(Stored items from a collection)
*** Block opens ***
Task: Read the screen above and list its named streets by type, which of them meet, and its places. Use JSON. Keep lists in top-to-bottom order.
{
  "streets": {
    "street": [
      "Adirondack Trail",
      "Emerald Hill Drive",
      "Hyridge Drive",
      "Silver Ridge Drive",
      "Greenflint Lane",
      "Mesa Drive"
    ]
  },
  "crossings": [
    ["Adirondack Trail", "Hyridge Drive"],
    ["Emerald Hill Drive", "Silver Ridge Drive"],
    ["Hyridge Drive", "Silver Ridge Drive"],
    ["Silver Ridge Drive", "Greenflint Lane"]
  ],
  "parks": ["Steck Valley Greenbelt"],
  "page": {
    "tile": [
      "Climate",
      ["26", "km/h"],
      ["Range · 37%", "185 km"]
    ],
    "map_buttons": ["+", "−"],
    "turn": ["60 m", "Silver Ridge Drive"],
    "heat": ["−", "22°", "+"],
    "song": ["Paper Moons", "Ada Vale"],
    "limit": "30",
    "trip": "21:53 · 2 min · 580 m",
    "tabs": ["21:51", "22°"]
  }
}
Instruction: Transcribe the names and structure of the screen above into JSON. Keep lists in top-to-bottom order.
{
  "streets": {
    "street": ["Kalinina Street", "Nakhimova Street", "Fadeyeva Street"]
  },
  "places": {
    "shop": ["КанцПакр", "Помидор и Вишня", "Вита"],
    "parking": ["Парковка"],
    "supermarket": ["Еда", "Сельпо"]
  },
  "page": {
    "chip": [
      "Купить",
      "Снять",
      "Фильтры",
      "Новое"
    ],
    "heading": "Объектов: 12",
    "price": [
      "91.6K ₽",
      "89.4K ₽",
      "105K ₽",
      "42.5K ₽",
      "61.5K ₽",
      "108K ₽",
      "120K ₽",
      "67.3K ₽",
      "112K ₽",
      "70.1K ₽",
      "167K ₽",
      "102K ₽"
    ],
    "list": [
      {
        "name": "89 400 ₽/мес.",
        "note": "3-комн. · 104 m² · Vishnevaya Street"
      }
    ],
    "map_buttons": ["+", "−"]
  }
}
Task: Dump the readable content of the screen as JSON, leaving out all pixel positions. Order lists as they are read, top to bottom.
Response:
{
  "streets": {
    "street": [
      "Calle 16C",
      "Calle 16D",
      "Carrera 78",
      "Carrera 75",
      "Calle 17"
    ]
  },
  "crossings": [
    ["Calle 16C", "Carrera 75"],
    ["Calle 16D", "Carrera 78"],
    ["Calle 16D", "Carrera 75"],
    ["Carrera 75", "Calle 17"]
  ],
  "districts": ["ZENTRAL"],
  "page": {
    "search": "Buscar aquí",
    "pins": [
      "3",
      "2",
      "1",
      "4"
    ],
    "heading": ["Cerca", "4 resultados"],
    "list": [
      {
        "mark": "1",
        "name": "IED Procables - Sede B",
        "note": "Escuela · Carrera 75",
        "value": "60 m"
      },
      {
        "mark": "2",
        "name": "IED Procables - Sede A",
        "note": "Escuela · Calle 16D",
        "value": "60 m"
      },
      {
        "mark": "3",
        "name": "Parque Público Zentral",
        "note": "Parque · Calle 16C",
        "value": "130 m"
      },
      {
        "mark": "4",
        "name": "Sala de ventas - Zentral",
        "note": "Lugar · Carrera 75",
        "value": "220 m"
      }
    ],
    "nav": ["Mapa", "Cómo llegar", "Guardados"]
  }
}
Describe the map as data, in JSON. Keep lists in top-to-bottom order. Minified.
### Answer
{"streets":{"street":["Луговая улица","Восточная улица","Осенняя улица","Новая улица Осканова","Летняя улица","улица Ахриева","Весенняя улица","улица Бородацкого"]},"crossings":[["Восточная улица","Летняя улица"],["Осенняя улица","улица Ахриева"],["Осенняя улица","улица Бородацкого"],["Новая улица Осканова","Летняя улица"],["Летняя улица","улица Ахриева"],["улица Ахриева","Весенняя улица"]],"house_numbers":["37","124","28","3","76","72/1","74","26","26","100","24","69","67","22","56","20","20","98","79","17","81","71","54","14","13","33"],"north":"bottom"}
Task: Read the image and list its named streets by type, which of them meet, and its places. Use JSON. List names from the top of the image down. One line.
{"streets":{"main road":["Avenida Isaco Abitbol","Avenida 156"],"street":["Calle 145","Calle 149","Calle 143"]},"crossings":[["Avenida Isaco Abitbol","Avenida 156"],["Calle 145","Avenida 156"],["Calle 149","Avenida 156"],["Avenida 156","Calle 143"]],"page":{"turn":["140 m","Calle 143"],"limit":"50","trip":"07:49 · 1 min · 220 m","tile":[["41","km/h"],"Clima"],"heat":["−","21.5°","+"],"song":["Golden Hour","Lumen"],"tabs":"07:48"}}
*** Block closes ***
▶ [Required work]
When you reach the line with "Instruction: Transcribe the" in the records above, start writing out lines exactly, and stop once the line with "Task: Dump the" has been written; include nothing else.

▶ [Solution below]
Instruction: Transcribe the names and structure of the screen above into JSON. Keep lists in top-to-bottom order.
{
  "streets": {
    "street": ["Kalinina Street", "Nakhimova Street", "Fadeyeva Street"]
  },
  "places": {
    "shop": ["КанцПакр", "Помидор и Вишня", "Вита"],
    "parking": ["Парковка"],
    "supermarket": ["Еда", "Сельпо"]
  },
  "page": {
    "chip": [
      "Купить",
      "Снять",
      "Фильтры",
      "Новое"
    ],
    "heading": "Объектов: 12",
    "price": [
      "91.6K ₽",
      "89.4K ₽",
      "105K ₽",
      "42.5K ₽",
      "61.5K ₽",
      "108K ₽",
      "120K ₽",
      "67.3K ₽",
      "112K ₽",
      "70.1K ₽",
      "167K ₽",
      "102K ₽"
    ],
    "list": [
      {
        "name": "89 400 ₽/мес.",
        "note": "3-комн. · 104 m² · Vishnevaya Street"
      }
    ],
    "map_buttons": ["+", "−"]
  }
}
Task: Dump the readable content of the screen as JSON, leaving out all pixel positions. Order lists as they are read, top to bottom.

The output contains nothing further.